* [Task prompt]: Below are records; state how many of their lines hold the word "roads", and give only the figure.

--------------------------------------------------

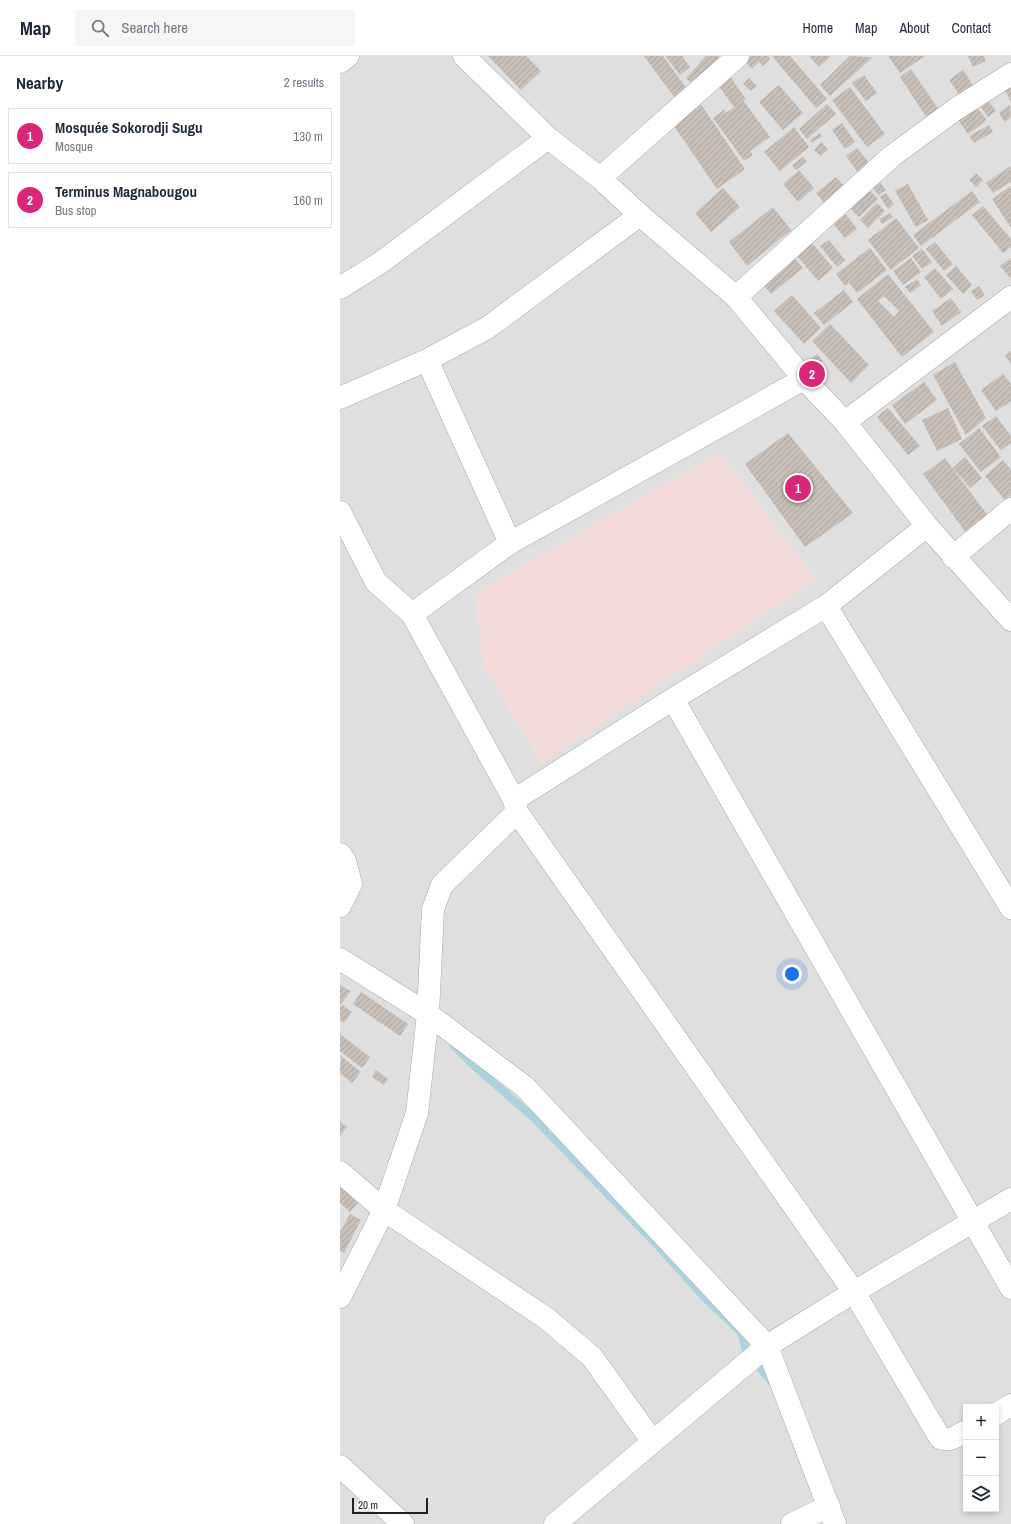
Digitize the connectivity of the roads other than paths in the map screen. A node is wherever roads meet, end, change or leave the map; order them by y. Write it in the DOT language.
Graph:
graph roads {
  1 [pos="348,56"];
  2 [pos="464,56"];
  3 [pos="738,56"];
  4 [pos="340,62"];
  5 [pos="1011,74"];
  6 [pos="548,138"];
  7 [pos="600,178"];
  8 [pos="640,215"];
  9 [pos="340,288"];
  10 [pos="736,297"];
  11 [pos="1011,297"];
  12 [pos="427,360"];
  13 [pos="804,379"];
  14 [pos="340,398"];
  15 [pos="845,422"];
  16 [pos="1011,509"];
  17 [pos="340,512"];
  18 [pos="927,526"];
  19 [pos="510,543"];
  20 [pos="953,557"];
  21 [pos="826,606"];
  22 [pos="412,614"];
  23 [pos="1011,620"];
  24 [pos="673,699"];
  25 [pos="516,806"];
  26 [pos="340,854"];
  27 [pos="340,906"];
  28 [pos="1011,908"];
  29 [pos="340,960"];
  30 [pos="428,1014"];
  31 [pos="340,1172"];
  32 [pos="1011,1199"];
  33 [pos="384,1210"];
  34 [pos="974,1222"];
  35 [pos="1011,1288"];
  36 [pos="854,1292"];
  37 [pos="340,1297"];
  38 [pos="767,1346"];
  39 [pos="1011,1405"];
  40 [pos="999,1412"];
  41 [pos="963,1433"];
  42 [pos="653,1442"];
  43 [pos="340,1466"];
  44 [pos="832,1515"];
  45 [pos="403,1524"];
  46 [pos="555,1524"];
  47 [pos="792,1524"];
  1 -- 4 [label="street"];
  2 -- 6 [label="street"];
  3 -- 7 [label="street"];
  5 -- 10 [label="street"];
  6 -- 7 [label="street"];
  6 -- 9 [label="street"];
  7 -- 8 [label="street"];
  8 -- 10 [label="street"];
  8 -- 12 [label="street"];
  10 -- 13 [label="street"];
  11 -- 15 [label="street"];
  12 -- 14 [label="street"];
  12 -- 19 [label="street"];
  13 -- 15 [label="street"];
  13 -- 19 [label="street"];
  15 -- 18 [label="street"];
  16 -- 20 [label="street"];
  17 -- 22 [label="street"];
  18 -- 20 [label="street"];
  18 -- 21 [label="street"];
  19 -- 22 [label="street"];
  20 -- 23 [label="street"];
  21 -- 24 [label="street"];
  21 -- 28 [label="street"];
  22 -- 25 [label="street"];
  24 -- 25 [label="street"];
  24 -- 34 [label="street"];
  25 -- 30 [label="street"];
  25 -- 36 [label="street"];
  26 -- 27 [label="street"];
  29 -- 30 [label="street"];
  30 -- 33 [label="street"];
  30 -- 38 [label="street"];
  31 -- 33 [label="street"];
  32 -- 34 [label="street"];
  33 -- 37 [label="street"];
  33 -- 42 [label="street"];
  34 -- 35 [label="street"];
  34 -- 36 [label="street"];
  36 -- 38 [label="street"];
  36 -- 41 [label="street"];
  38 -- 42 [label="street"];
  38 -- 44 [label="street"];
  39 -- 40 [label="street"];
  42 -- 46 [label="street"];
  43 -- 45 [label="street"];
  44 -- 47 [label="street"];
}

--------------------------------------------------

* [Finished exercise]: 2